╭─ Provided entries

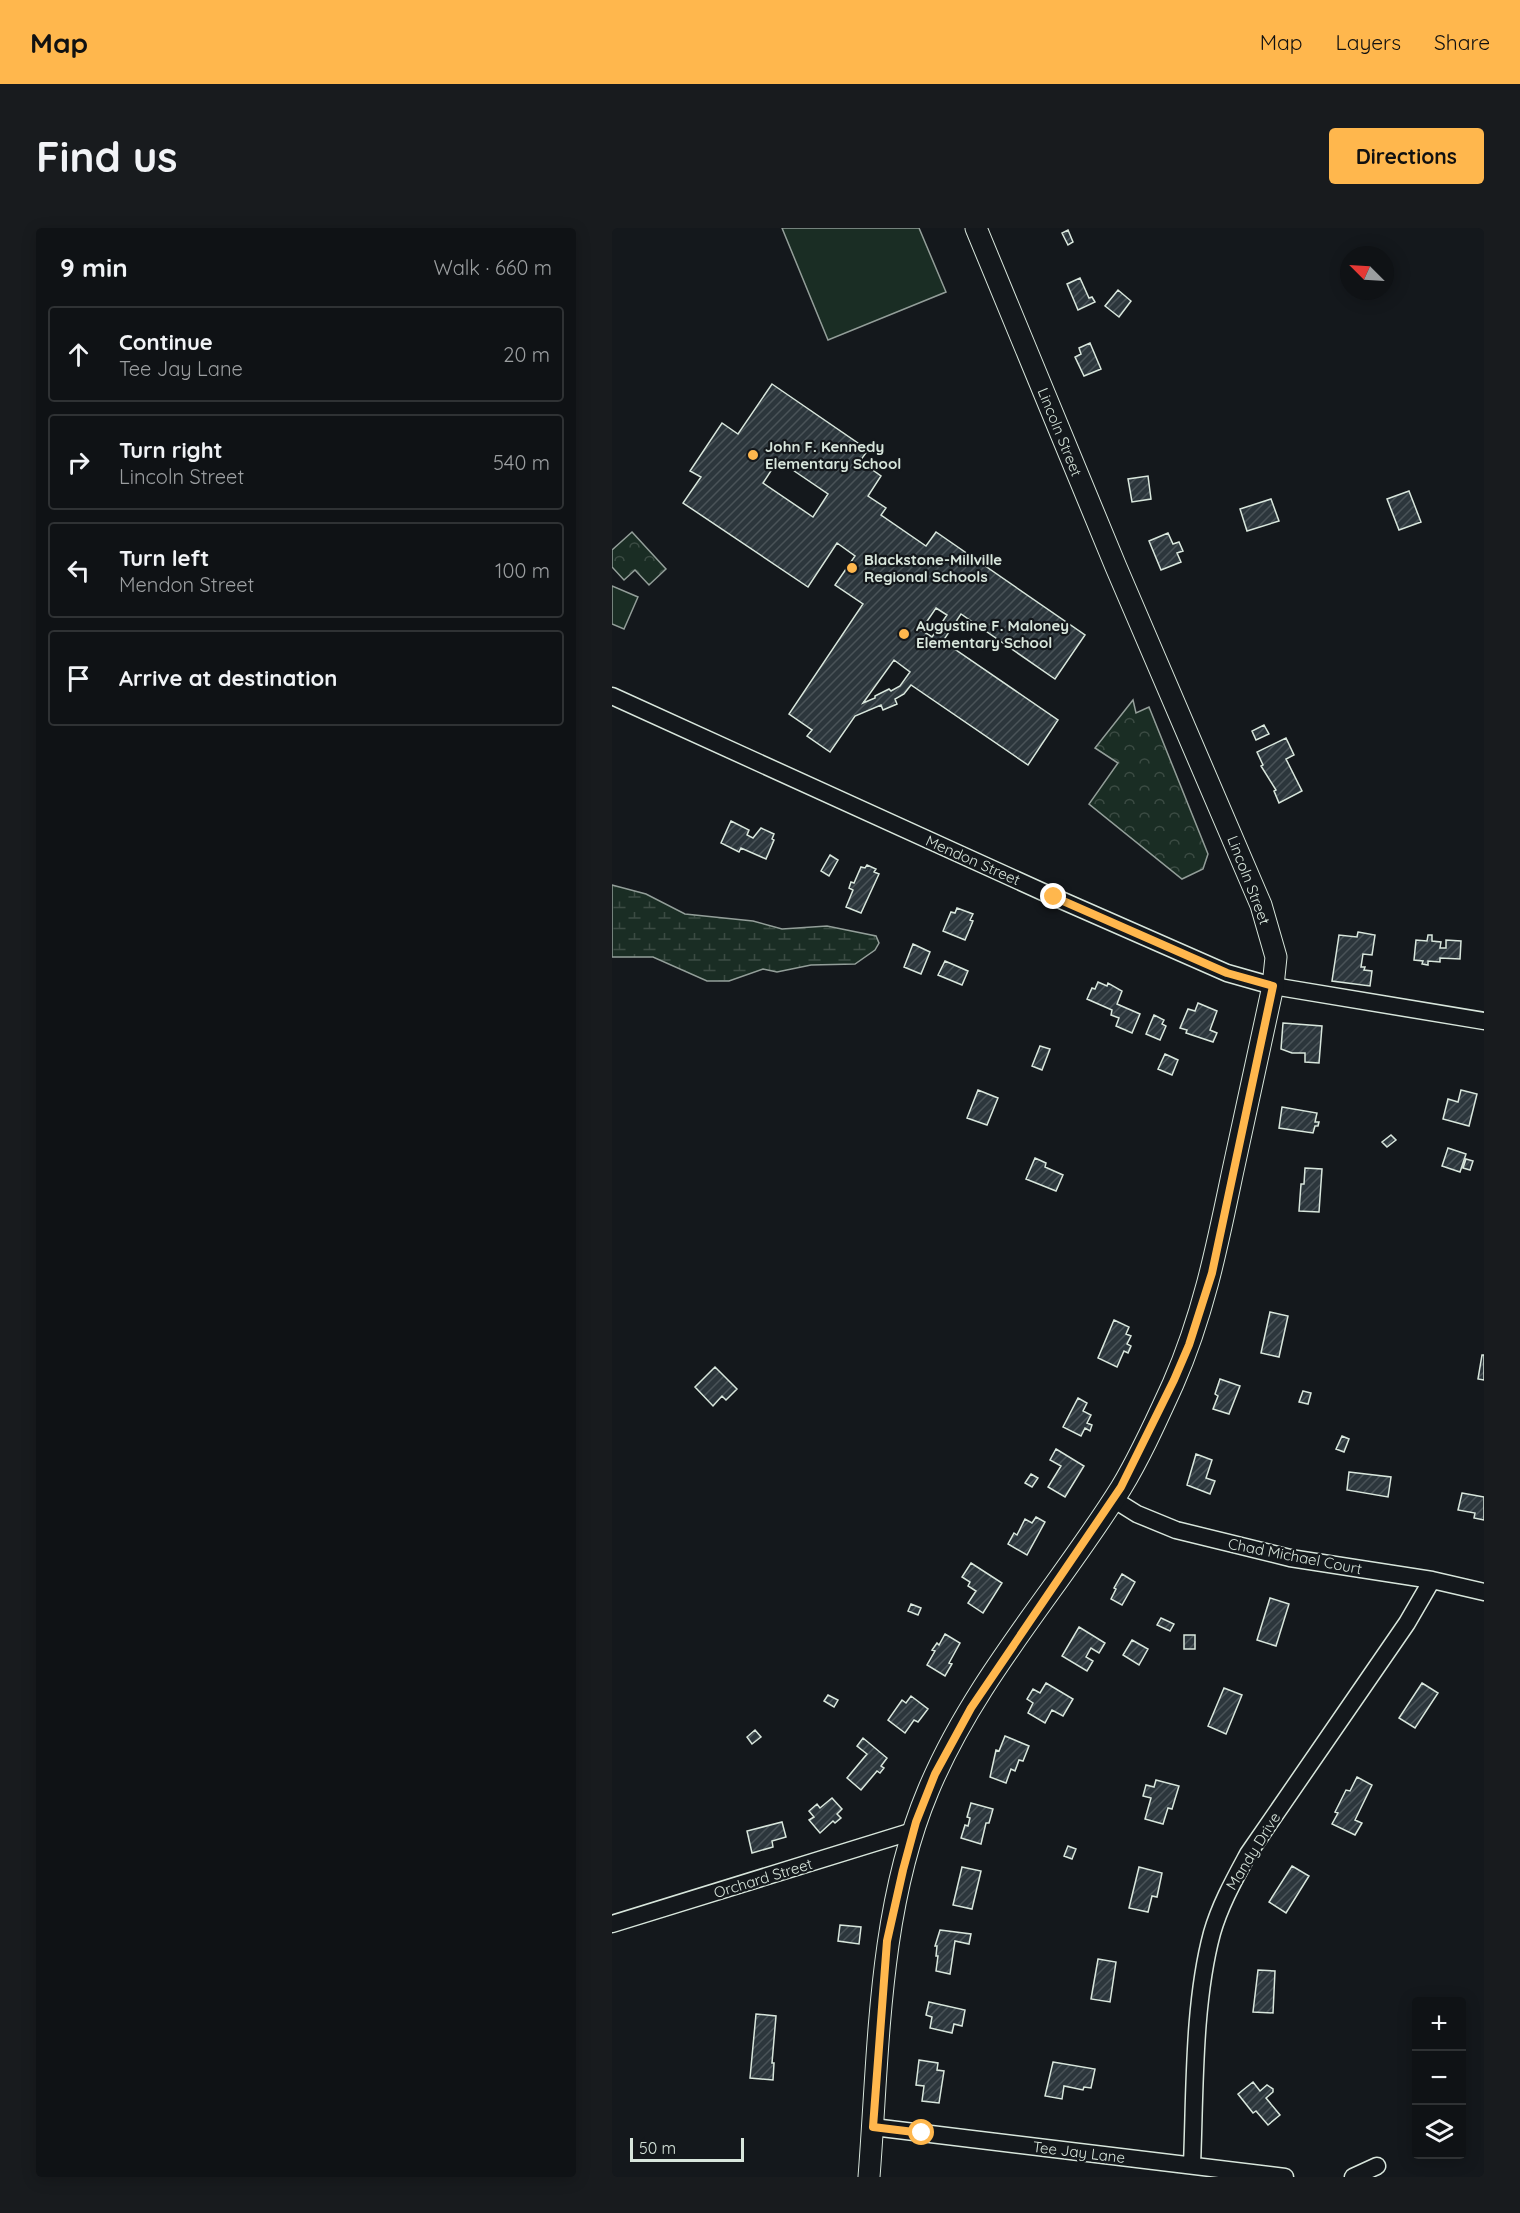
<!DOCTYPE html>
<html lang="en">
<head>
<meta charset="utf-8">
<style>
	:root { --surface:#0f1215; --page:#181b1e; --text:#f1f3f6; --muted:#9b9ea0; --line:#2f3234; --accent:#ffb74d }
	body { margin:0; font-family:Quicksand,sans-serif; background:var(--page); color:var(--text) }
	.controls { position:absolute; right:18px; bottom:18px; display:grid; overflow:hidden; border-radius:6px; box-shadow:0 3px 15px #0003 }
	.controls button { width:54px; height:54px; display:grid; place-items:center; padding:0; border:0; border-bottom:2px solid var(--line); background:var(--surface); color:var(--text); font:30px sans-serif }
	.compass { position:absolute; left:728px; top:18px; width:54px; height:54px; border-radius:50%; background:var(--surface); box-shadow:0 3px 15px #0003; rotate:294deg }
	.scale { position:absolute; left:18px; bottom:15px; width:114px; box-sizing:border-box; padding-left:6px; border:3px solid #d8e6dc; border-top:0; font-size:16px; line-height:21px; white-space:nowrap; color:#d8e6dc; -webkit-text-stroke:4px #14181c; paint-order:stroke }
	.stop { position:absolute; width:18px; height:18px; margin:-14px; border:4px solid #ffb74d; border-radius:50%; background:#fff }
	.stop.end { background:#ffb74d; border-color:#fff; box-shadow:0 2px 6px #0008 }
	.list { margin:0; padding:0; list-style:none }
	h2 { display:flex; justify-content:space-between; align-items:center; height:78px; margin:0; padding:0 24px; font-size:26px }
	h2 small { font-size:20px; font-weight:400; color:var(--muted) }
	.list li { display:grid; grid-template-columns:39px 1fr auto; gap:18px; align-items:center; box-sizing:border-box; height:96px; margin:0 12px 12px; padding:0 12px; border:2px solid var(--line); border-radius:6px }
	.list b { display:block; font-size:22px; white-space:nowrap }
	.list p { margin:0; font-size:20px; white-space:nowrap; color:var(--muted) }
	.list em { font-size:20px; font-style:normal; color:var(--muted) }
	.icon { flex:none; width:33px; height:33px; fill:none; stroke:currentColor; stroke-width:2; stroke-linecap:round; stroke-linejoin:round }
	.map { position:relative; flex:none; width:872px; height:1949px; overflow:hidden; border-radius:6px }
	header { display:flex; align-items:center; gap:36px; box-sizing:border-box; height:84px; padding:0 30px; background:var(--accent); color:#111 }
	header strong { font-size:28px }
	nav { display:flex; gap:33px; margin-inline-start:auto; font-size:21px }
	.intro { display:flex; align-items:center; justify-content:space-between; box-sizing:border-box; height:144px; padding:0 36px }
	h1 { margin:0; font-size:42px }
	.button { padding:15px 27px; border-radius:6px; background:var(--accent); color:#111; font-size:21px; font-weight:700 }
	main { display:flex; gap:36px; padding:0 36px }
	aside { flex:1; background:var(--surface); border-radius:6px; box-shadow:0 3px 15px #0003 }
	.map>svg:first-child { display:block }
	.grass { fill:#1a2d24; stroke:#939e99; stroke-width:1.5 }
	.wetland { fill:url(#wetland-marsh); stroke:#939e99; stroke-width:1.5 }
	.park { fill:url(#park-crowns); stroke:#939e99; stroke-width:1.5 }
	.building { fill:url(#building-hatch); stroke:#d8e6dc; stroke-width:1.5; fill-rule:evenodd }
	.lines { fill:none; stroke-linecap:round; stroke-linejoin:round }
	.minor-casing { stroke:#d8e6dc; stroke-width:19 }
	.major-casing { stroke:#d8e6dc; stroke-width:23 }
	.minor { stroke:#14181c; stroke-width:16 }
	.major { stroke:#14181c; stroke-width:21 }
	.route { stroke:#ffb74d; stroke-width:8 }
	.poi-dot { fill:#ffb74d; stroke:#14181c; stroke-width:2 }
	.labels { text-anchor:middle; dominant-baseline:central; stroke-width:4.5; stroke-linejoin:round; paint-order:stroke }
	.street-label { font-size:15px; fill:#d8e6dc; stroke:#14181c }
	.poi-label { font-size:15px; font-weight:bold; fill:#d8e6dc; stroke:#14181c; text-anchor:start }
</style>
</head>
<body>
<header>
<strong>Map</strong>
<nav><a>Map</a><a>Layers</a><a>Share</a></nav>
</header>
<div class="intro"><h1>Find us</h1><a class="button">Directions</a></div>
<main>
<aside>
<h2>9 min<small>Walk · 660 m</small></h2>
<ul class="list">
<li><svg class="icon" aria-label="ahead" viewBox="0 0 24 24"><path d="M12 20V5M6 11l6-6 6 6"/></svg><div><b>Continue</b><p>Tee Jay Lane</p></div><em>20 m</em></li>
<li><svg class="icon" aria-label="right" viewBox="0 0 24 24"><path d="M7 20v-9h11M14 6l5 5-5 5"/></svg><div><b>Turn right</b><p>Lincoln Street</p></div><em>540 m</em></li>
<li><svg class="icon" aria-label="left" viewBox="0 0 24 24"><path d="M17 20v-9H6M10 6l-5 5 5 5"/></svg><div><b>Turn left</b><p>Mendon Street</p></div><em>100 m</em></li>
<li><svg class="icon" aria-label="arrive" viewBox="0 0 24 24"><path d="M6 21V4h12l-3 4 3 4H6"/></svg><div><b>Arrive at destination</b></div></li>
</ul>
</aside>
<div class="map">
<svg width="872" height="1949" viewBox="0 0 872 1949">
	<defs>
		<pattern id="wetland-marsh" width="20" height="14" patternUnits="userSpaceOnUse" patternTransform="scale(1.5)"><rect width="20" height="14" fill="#1a2d24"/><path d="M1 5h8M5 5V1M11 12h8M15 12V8" fill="none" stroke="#3b4b43"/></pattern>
		<pattern id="park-crowns" width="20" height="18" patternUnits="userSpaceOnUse" patternTransform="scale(1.5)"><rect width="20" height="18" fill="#1a2d24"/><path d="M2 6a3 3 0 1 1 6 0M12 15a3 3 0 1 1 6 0" fill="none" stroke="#3b4b43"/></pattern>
		<pattern id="building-hatch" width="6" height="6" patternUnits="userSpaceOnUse" patternTransform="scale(1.5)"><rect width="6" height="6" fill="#2c363c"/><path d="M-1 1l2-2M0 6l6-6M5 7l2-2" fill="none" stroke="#4a5358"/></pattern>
	</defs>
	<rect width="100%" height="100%" fill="#14181c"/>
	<path class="grass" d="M170 0H307L334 64 216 112Z
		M0 358 26 369 12 401 0 396Z"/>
	<path class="wetland" d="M0 657 34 666 73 686 141 693 170 701 215 698 264 708 267 715 263 722 243 736 199 737 165 744 151 741 117 753H95L41 729H0Z"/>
	<path class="park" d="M20 304 54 341 37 357 23 342 12 352 0 339V322Z
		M521 472 524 485 537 479 596 626 591 641 570 651 477 576 506 535 483 520Z"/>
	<path class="building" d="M456 2 461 14 456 17 450 5Z
		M468 50 477 70 480 69 483 74 466 82 455 56Z
		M506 62 519 73 507 89 493 78Z
		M478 115 489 141 472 148 463 129 469 126 467 120Z
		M160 156 256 222 248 233 269 248 256 268 274 280 269 287 314 318 324 304 473 407 443 451 349 386 331 413 446 492 416 537 299 457 292 466 283 471 285 476 271 482 269 477 243 488 218 524 195 508 200 502 177 486 251 376 223 357 243 328 225 315 196 359 71 275 89 249 78 243 110 195 126 206ZM166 232 216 266 201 289 151 255ZM324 380 335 387 320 409 309 402ZM282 432 298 444 288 458 279 463 277 461 263 468V470L251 475Z
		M536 248 539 271 520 274 516 251Z
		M797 263 809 294 787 302 775 271Z
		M659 271 667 293 635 303 628 281Z
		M556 305 561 316 567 314 571 323 565 325 569 334 549 342 537 313Z
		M652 497 657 506 644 512 640 503Z
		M674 510 682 527 674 531 690 563 667 575 662 563 664 562 649 538 651 537 645 524Z
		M119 593 137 602 135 607 141 610 149 600 162 606 160 611 162 612 154 631 129 620 127 624 109 615Z
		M218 627 226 632 217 648 209 643Z
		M255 637 264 641 262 644 267 646 249 685 234 679 241 662 237 660 239 654 242 655 249 639 253 640Z
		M345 680 361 686 358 692 361 693 353 712 331 703 339 684 343 685Z
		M746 704 763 707 760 727 751 726 749 739H753L752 742 760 743 758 758 720 753 727 707 745 709Z
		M816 707H820V713L829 714 828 720H834V712L849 713 848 731 828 730V734L816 733V737L810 736 811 733 802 732 804 712 815 713Z
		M301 716 318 724 309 746 292 739Z
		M333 733 356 743 350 757 326 747Z
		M486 754 495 758 496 755 510 763 505 776 528 786 520 805 504 798 507 790 499 787 500 782 475 771 480 760 483 761Z
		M586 775 605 783 598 802 605 805 601 814 574 805 575 802 568 800 576 781 583 783Z
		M542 787 552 792 550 796 554 798 548 812 534 806Z
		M671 795 710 798 707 835 693 834V825H680L669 821Z
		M428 818 438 821 430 842 420 838Z
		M553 826 566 832 560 847 546 841Z
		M366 862 386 870 375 897 355 890Z
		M849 862 865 866 857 898 831 891 836 871 846 874Z
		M670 879 705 885 703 894H707L706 898H703L701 905 667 900Z
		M779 907 784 912 775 919 770 914Z
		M836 920 854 926 848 944 830 938Z
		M423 930 434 935 433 939 451 947 444 963 414 951Z
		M854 931 861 933 858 942 851 940Z
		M693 940 710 941 707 984 687 983 689 956H692Z
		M658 1084 676 1088 667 1129 649 1125Z
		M502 1092 517 1099 514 1106 519 1108 515 1116 519 1118 516 1125 512 1123 505 1139 486 1130Z
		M870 1127H872V1152L866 1151Z
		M103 1139 125 1161 114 1172 110 1168 101 1178 83 1159Z
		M608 1151 628 1158 617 1186 601 1181 606 1168 603 1166Z
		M691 1163 699 1165 696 1176 687 1174Z
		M466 1170 475 1175 471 1183 479 1187 475 1195 480 1197 478 1203 473 1200 469 1208 451 1199Z
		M730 1208 737 1211 732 1224 724 1221Z
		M444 1221 472 1238 453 1269 436 1259 449 1238 438 1232Z
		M584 1226 600 1232 594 1250 603 1253 598 1266 575 1257Z
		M737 1244 779 1249 776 1269 735 1262Z
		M419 1246 426 1250 420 1259 413 1255Z
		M850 1265 872 1269V1292L862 1290 863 1285 846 1282Z
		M424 1289 433 1294 415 1327 396 1316 402 1305 405 1307 413 1291 420 1295Z
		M359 1335 390 1355 371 1385 356 1375 364 1363 356 1358 358 1354 350 1349Z
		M510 1346 523 1354 510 1377 499 1371 504 1361 502 1360Z
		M658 1370 677 1376 664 1418 645 1412Z
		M299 1376 309 1380 306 1387 296 1383Z
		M549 1390 562 1396 558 1403 545 1397Z
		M467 1399 493 1415 487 1425 479 1420 474 1429 481 1433 475 1443 450 1428Z
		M333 1406 348 1415 337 1435 340 1436 333 1448 315 1437 323 1423 320 1422 325 1415 327 1417Z
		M572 1407H583V1421H572Z
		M520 1412 536 1421 527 1437 511 1427Z
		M434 1455 461 1471 451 1488 440 1482 433 1495 416 1485 421 1475 415 1471 421 1461 428 1465Z
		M810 1455 826 1465 803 1500 787 1490Z
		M612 1460 630 1467 614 1506 596 1498Z
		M216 1467 226 1472 222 1479 212 1473Z
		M299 1468 316 1481 306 1494 302 1492 293 1505 276 1492 290 1472 294 1475Z
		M143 1502 149 1509 140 1516 135 1509Z
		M393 1508 417 1518 411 1533 407 1532 403 1543 399 1541 394 1555 378 1549 384 1522 387 1523Z
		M251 1510 275 1530 269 1538 272 1540 268 1545 265 1543 249 1562 235 1550 255 1526 245 1518Z
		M745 1549 760 1557 743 1592 750 1595 743 1607 720 1596 726 1585 723 1584 734 1562 738 1563Z
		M544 1552 567 1558 560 1581 556 1580 551 1596 533 1591 539 1570 531 1568 534 1557 542 1559Z
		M220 1570 230 1581 225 1586 229 1590 223 1595 221 1593 208 1605 197 1592 202 1589 197 1583 205 1576 208 1580Z
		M359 1575 381 1581 377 1595H374L369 1616 349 1610 353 1597 356 1598 358 1590 355 1589Z
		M170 1594 174 1609 160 1613 161 1619 140 1625 135 1603Z
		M456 1618 464 1621 460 1631 452 1628Z
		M680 1638 697 1648 674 1685 657 1674Z
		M350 1639 369 1643 360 1681 341 1677Z
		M527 1639 550 1645 545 1669 540 1668 536 1684 517 1680Z
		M228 1697 249 1699 247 1716 226 1713Z
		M328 1702 359 1706 357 1716 343 1713 338 1746 324 1743 326 1728H324L325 1718H323Z
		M486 1731 504 1734 498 1774 479 1771Z
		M646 1742 663 1743 661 1785 641 1784Z
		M317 1774 353 1782 350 1798 342 1796 340 1805 318 1800 320 1789 314 1787Z
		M144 1786 164 1788 160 1835H162L161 1852 138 1850Z
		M307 1832 326 1835 325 1842 332 1843 327 1875 310 1873 312 1858 304 1857Z
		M441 1834 483 1841 479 1860 472 1859 471 1862 452 1858 450 1871 433 1868Z
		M641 1854 648 1863 655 1857 661 1861V1864L654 1870 668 1887 656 1897 644 1883 641 1885 626 1866Z"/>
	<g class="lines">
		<defs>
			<path id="minor" d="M0 468 442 669 615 745 661 758 872 793
				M501 1271 525 1286 564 1302 678 1330 820 1352 872 1364
				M0 1696 301 1603
				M261 1899 673 1949
				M580 1937C583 1863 581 1776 600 1705 608 1677 622 1652 636 1626L795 1395 820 1352
				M741 1949 765 1938"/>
			<path id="major" d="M257 1949C267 1822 266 1682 316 1563 362 1452 446 1361 509 1260 529 1227 545 1191 561 1156 591 1088 605 1019 620 947 634 884 647 821 661 758L664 729 649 677 504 339 364 0"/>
		</defs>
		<use href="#minor" class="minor-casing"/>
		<use href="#major" class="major-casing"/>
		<use href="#minor" class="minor"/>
		<use href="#major" class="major"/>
	</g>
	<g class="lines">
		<path class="route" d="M310 1905 261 1899 275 1713 291 1642 304 1594 323 1546 359 1480 509 1259 562 1152 577 1117 600 1045 661 758 615 745 442 669"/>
	</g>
	<g class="poi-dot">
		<circle cx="141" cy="227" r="6"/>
		<circle cx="240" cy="340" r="6"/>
		<circle cx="292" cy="406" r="6"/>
	</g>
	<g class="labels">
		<g class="street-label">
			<text transform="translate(448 204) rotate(68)">Lincoln Street</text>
			<text transform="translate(361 632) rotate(24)">Mendon Street</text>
			<text transform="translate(637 652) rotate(69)">Lincoln Street</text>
			<text transform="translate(683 1328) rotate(11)">Chad Michael Court</text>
			<text transform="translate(641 1623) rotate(-58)">Mandy Drive</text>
			<text transform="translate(151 1650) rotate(-17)">Orchard Street</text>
			<text transform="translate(467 1924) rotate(7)">Tee Jay Lane</text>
		</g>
		<g class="poi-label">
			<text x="153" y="218">John F. Kennedy<tspan x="153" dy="17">Elementary School</tspan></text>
			<text x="252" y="331">Blackstone-Millville<tspan x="252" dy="17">Regional Schools</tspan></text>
			<text x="304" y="397">Augustine F. Maloney<tspan x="304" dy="17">Elementary School</tspan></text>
		</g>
	</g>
</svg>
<div class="controls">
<button>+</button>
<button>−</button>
<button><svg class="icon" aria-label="layers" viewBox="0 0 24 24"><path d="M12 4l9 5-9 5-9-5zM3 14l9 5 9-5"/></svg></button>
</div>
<svg class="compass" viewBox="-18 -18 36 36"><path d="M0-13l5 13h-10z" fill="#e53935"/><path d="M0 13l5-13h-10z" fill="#9b9ea0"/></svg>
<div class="scale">50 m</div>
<div class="stop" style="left:310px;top:1905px"></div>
<div class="stop end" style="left:442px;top:669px"></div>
</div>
</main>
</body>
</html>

╰─

Task requirements: Copy out, from the data above, each line where the string "linecap" is present.

Expected output:
	.icon { flex:none; width:33px; height:33px; fill:none; stroke:currentColor; stroke-width:2; stroke-linecap:round; stroke-linejoin:round }
	.lines { fill:none; stroke-linecap:round; stroke-linejoin:round }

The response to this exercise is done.